The following diagram taken from part-I of this series of posts describes a clustering topology that was designed to deal with scalability, throughput as well as consistency, availability and partition-tolerance.
How it works (Quoting from the original post…)
..we break our data into partitions to handle our write scaling between nodes. To achieve high throughput we use in-memory storage instead of disk. As in-memory devices tend to be significantly faster and concurrent than disk and since network speed is no longer a bottleneck we can achieve high throughput and low latency even when we use synchronous write to the replica.
The only place in which we’ll use asynchronous write is the write to the long-term-storage (disk). As the user transaction doesn’t access the long-term storage directly through the read or write path, they are not exposed to the potential inconsistency between the memory storage and the long-term storage. The long-term storage can be any of the disk based alternatives starting from a standard SQL databases ending with any of the existing
Now let’s examine how we can apply the various CAP properties into that architecture.

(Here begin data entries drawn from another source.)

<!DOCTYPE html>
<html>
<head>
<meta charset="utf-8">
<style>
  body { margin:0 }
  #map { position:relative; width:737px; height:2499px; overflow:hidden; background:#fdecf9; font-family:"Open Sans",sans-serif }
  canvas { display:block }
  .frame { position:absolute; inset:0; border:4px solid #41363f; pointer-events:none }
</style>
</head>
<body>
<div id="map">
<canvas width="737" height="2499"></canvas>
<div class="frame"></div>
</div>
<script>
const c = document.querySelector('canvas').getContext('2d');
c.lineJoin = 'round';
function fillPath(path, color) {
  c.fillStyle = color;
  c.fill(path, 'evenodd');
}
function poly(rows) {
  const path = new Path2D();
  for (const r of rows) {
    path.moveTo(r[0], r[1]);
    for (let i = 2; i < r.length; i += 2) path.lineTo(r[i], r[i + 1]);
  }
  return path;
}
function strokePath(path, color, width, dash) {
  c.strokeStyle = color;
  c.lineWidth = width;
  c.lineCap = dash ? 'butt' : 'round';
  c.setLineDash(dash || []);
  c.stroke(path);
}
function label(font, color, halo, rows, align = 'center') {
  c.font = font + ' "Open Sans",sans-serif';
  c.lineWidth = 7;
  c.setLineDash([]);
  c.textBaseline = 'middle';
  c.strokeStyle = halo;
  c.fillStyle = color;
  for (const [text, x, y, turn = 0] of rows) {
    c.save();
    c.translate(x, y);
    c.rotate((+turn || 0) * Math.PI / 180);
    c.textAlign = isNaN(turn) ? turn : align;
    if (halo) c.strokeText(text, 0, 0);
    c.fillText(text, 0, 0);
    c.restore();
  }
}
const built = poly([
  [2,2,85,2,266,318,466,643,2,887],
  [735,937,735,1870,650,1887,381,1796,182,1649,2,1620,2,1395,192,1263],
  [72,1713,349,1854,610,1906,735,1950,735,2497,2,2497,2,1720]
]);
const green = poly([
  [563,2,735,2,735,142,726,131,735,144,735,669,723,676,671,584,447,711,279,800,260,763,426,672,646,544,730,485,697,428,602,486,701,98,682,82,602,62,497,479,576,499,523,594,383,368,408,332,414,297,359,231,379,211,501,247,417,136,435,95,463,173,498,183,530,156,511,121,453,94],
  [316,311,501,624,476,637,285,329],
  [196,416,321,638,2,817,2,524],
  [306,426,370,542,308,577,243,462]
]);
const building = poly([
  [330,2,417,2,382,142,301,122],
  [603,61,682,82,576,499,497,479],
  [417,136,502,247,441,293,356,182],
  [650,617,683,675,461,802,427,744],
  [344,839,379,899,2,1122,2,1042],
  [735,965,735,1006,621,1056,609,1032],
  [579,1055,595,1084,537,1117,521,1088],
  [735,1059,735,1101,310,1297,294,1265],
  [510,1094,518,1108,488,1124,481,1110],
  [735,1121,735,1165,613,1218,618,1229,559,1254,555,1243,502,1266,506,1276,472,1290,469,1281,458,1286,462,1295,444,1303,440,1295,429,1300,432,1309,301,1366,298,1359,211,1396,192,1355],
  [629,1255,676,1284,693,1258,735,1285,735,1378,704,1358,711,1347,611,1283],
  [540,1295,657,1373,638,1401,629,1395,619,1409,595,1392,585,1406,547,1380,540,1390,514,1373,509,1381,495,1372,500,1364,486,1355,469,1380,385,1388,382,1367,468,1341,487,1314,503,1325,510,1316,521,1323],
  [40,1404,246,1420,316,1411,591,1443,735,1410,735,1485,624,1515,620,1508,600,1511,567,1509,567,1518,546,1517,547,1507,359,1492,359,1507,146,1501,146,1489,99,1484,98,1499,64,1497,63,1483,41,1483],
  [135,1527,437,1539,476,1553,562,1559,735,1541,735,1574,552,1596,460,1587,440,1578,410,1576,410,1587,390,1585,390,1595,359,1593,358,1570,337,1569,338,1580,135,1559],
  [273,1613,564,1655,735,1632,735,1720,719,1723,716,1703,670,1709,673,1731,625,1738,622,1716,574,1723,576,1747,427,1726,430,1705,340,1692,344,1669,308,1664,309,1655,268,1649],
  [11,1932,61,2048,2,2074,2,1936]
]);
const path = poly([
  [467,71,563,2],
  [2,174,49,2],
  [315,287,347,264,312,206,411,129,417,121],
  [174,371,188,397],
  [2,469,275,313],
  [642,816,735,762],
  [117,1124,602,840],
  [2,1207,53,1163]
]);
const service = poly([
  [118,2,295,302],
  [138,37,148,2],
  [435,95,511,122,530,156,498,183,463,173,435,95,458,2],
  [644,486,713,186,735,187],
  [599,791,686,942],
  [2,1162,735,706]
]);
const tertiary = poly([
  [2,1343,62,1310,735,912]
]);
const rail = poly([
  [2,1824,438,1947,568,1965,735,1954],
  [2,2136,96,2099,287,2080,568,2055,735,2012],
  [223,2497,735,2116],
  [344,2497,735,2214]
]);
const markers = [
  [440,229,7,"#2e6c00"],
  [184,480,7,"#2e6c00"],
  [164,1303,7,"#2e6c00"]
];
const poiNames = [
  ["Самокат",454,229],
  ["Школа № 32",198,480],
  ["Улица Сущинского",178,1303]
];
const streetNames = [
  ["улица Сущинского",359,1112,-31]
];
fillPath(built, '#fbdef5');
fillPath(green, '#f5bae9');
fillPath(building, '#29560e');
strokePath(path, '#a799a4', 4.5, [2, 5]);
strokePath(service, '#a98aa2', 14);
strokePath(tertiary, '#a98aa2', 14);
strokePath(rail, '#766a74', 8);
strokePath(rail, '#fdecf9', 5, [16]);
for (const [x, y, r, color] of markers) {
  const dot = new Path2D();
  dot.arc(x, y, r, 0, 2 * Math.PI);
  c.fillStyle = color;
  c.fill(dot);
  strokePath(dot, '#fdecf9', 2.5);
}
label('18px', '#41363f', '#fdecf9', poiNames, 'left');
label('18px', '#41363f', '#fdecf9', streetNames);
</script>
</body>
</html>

- Consistency under concurrent updates. To ensure consistency in the case of concurrent updates on the same data record each individual record is mapped to a single logical-partition at each given point in time. To ensure scalability, different records of the same logical table are written to multiple partitions in parallel as described in the diagram above. Each partition support the various locking semantics (pessimistic, optimistic (versioning), dirty-read) etc.. to control the concurrent access of the same record within the context of a single partition.
- Consistency between two or more replicas. To ensure the continuous high availability we keep one or more copies of our data. In asynchronous replication, we may end up with scenarios where read and write operations would hit two different nodes at the same time and end up reading two separate versions of that same data. There are various algorithms that were developed to handle that situation. In our case we chose to avoid getting into that situation in the first place through the use of synchronous backup. The performance overhead of the synchronous replication is fixed and is not proportional to the size of the cluster (each partition replicates data only to its backup replica). The replication to the database is kept asynchronous to reduce the overhead of writing to disk.
- Transaction consistency. Single operations or groups of operations can be executed under transactions. This ensures the ACID properties. Transactions can be made local to each partition. In this case, they will bound to the scope of a single partition and would be highly optimized in terms of performance. Transaction can also span between nodes (in this case the overhead is obviously going to be higher).
- Ordering – All operations are ordered based on the time they were written. This is specifically relevant to ensure the consistency between the in-memory cluster and the long-term storage which is being updated asynchronously.
- Primary failure. We always keep one or more replica nodes as a hot backup. The hot backup will take over immediately in case a primary node fails. The hot backup nodes uses synchronous replication to ensure no data loss before fail-over took place.
- Backup failure. When a backup node fails, the primary continues to serve requests and log the operation in a redo-log. In parallel, a new backup is being provisioned on demand to take over from the failed one. That process involves a provisioning process (in which a new backup is created) and a recovery process (during which the backup gets its state).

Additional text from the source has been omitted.